One man in particular arrested my attention. His age was difficult to place. Lying, rather than sitting, back in a softly-padded leather chair, with crossed legs, and with one arm hanging loosely over the arm of the chair, he talked in a singularly ugly voice between his yellow teeth, which clenched a long cigar stuck in the corner of his mouth.
“Another twist, and he would have cleared the boundary,” he was saying to his companion, a good-looking English lad of five-or-six-and-twenty. “The second barrel cut him to pieces; it’s extraordinary what a lot of shot a blue-rock can carry away. How did you come out on the day?”
“Badly – shocking,” answered the young man. “I backed the guns to start with, and you know how badly the whole lot of you shot. Then I started backing the bird, and you began to kill every time. My luck was out to-day – dead out.”
I saw his friend smile.
“Dago was the one lucky man this afternoon, I should say,” the first speaker remarked presently. “But there – he’s always lucky.”
Instantly my interest was aroused. “Dago!” Could it be – surely – ?
“Yes, he’s lucky enough,” the other answered. Then, after a pause he added: “That’s a man I can’t stand.”
“Can’t stand? Why?”
“Oh, I don’t know. The fellow gets on my nerves. How does he live? Have you any idea?”
“You mean, what is his source of income? I’m sure I can’t tell you. But for that matter, how do half the men we meet here at Monte manage to live? It would not be well to ask. They have money, and that is the main thing. All we require is to transfer to our own pockets as much of it as we can.”
The young man looked at him thoughtfully for some moments, then said —
“Yes, I suppose so.”
The tone in which he spoke was ironical, but his companion didn’t notice it.
“Do you know Paulton well?” the elder man asked himself.
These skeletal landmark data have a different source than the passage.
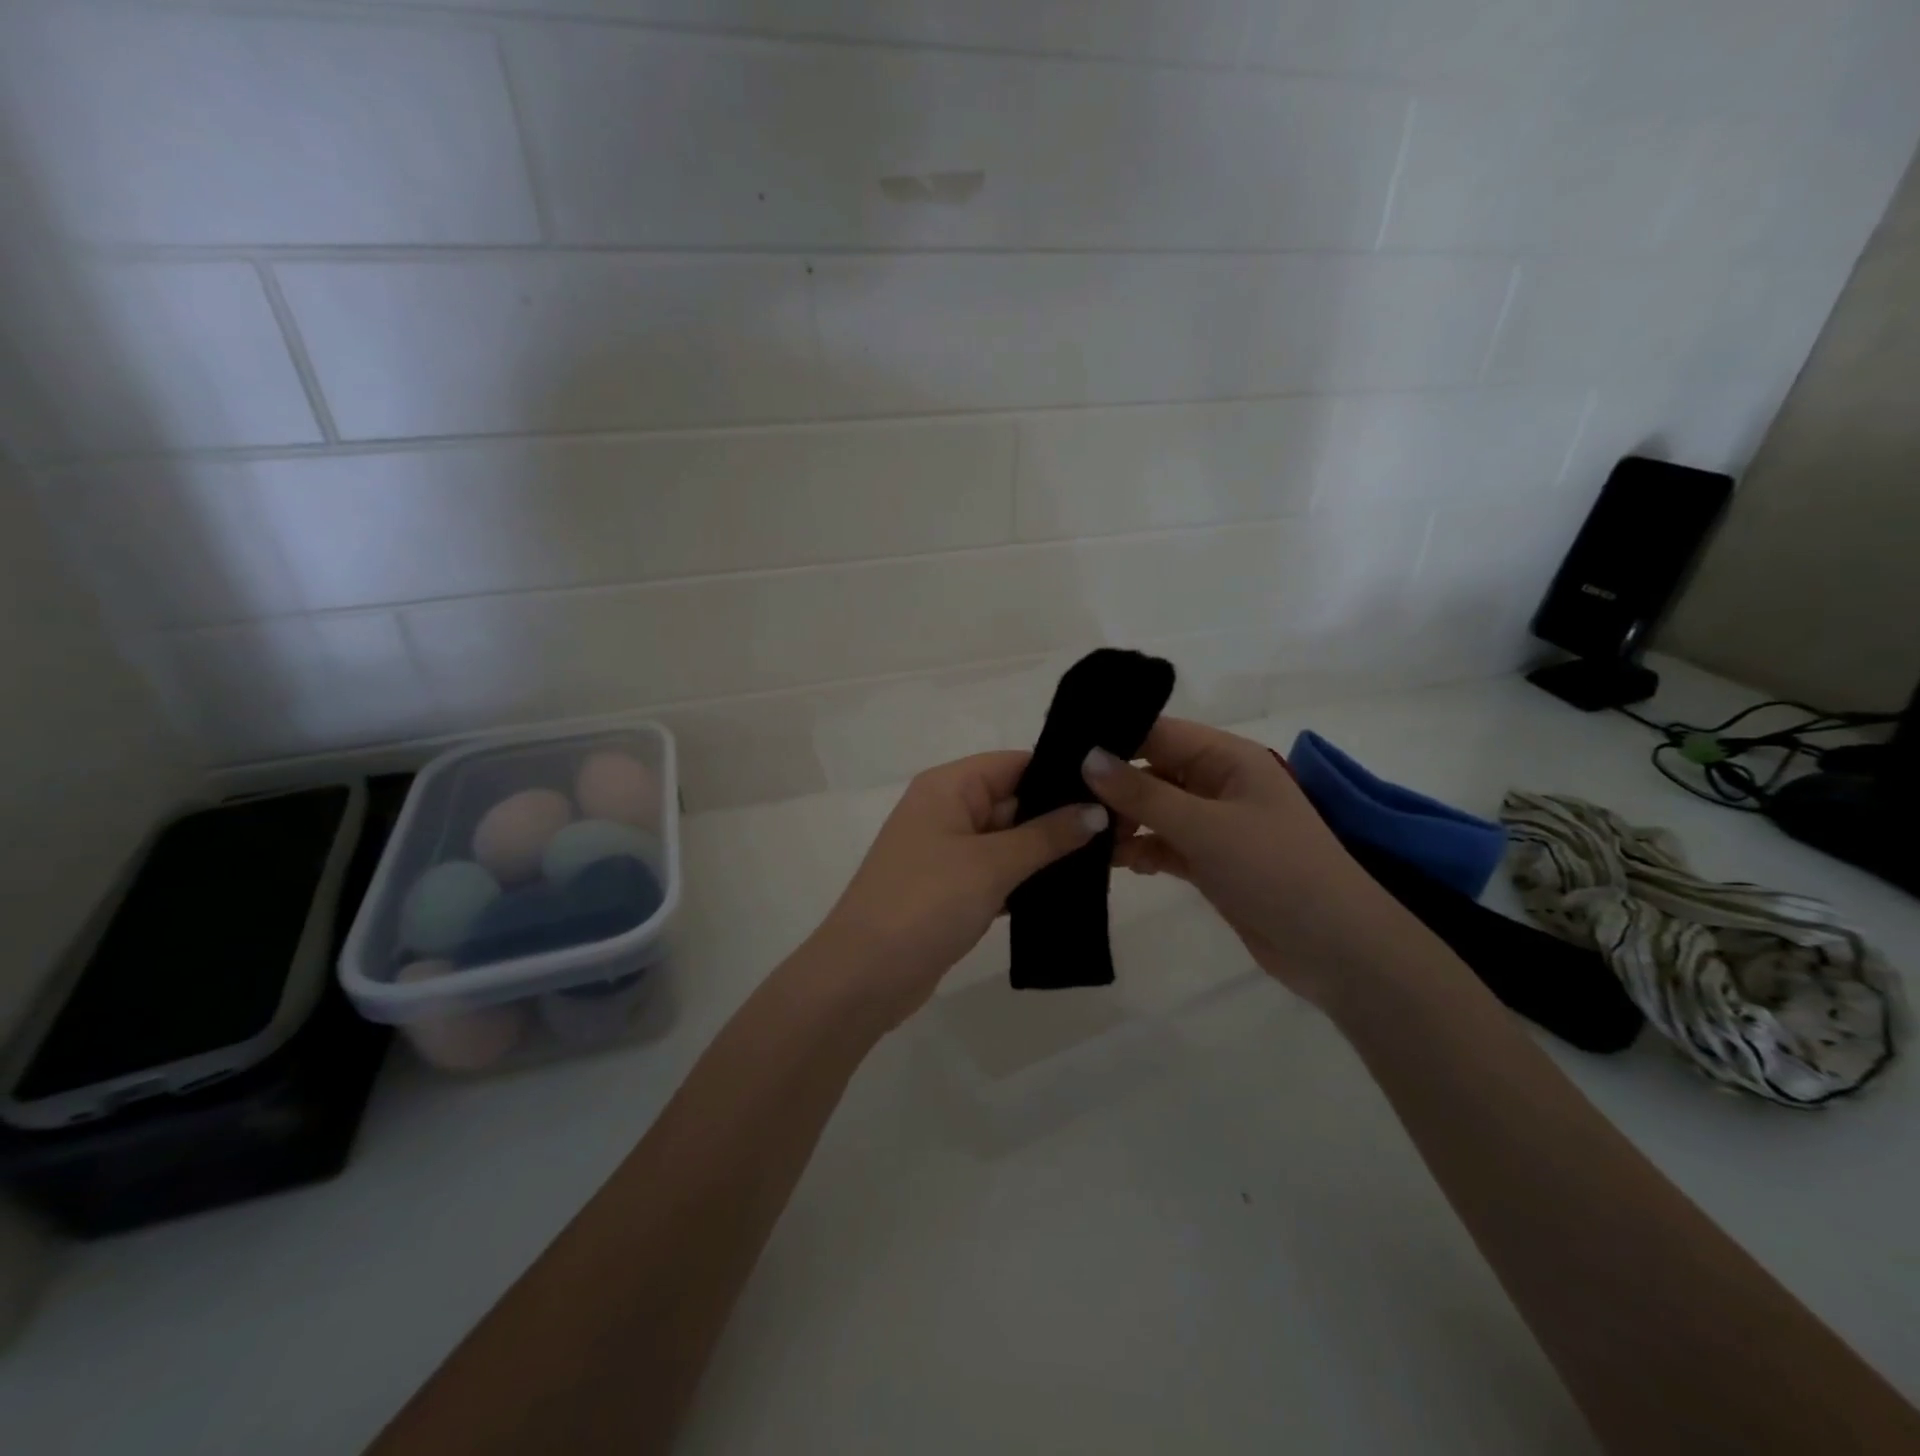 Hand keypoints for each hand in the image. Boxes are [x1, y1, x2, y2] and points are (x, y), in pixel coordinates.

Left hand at [809, 751, 1106, 1029]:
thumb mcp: (991, 864)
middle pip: (1016, 801)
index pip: (1016, 764)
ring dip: (1051, 852)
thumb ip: (1047, 835)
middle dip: (1065, 817)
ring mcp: (948, 853)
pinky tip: (1074, 890)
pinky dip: (1030, 880)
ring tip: (1115, 858)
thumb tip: (1097, 810)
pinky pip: (1000, 873)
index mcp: (948, 787)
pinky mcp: (952, 890)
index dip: (1063, 774)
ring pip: (1011, 841)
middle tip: (1127, 830)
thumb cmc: (925, 903)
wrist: (863, 977)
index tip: (1115, 790)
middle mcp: (947, 810)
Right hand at [1083, 718, 1415, 1008]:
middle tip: (1057, 800)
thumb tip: (1087, 757)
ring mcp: (1214, 825)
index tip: (1058, 751)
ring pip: (1153, 811)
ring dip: (1121, 822)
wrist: (1335, 948)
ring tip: (1079, 835)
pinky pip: (1163, 844)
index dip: (1110, 738)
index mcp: (1226, 758)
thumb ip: (1142, 793)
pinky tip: (1115, 863)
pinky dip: (1140, 850)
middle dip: (1109, 786)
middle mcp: (1217, 784)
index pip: (1157, 733)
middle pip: (1151, 771)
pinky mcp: (1210, 861)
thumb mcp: (1204, 826)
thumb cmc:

“As well as I care to. Why do you ask?”
“Only just out of curiosity. Many people form an unfavourable impression of him when they meet him first, and afterwards they come to like him.”
“That’s the reverse of my case,” answered the young man quickly. “The first time I met him I rather liked him, I remember. But after I had met him several times – well, I changed about him. He may be all right! I dare say he is. I suppose our personalities are not akin, as I have heard some one put it.”
“He’s a fine shot.”
“You are right. He is. I thought he would win the cup to-day.”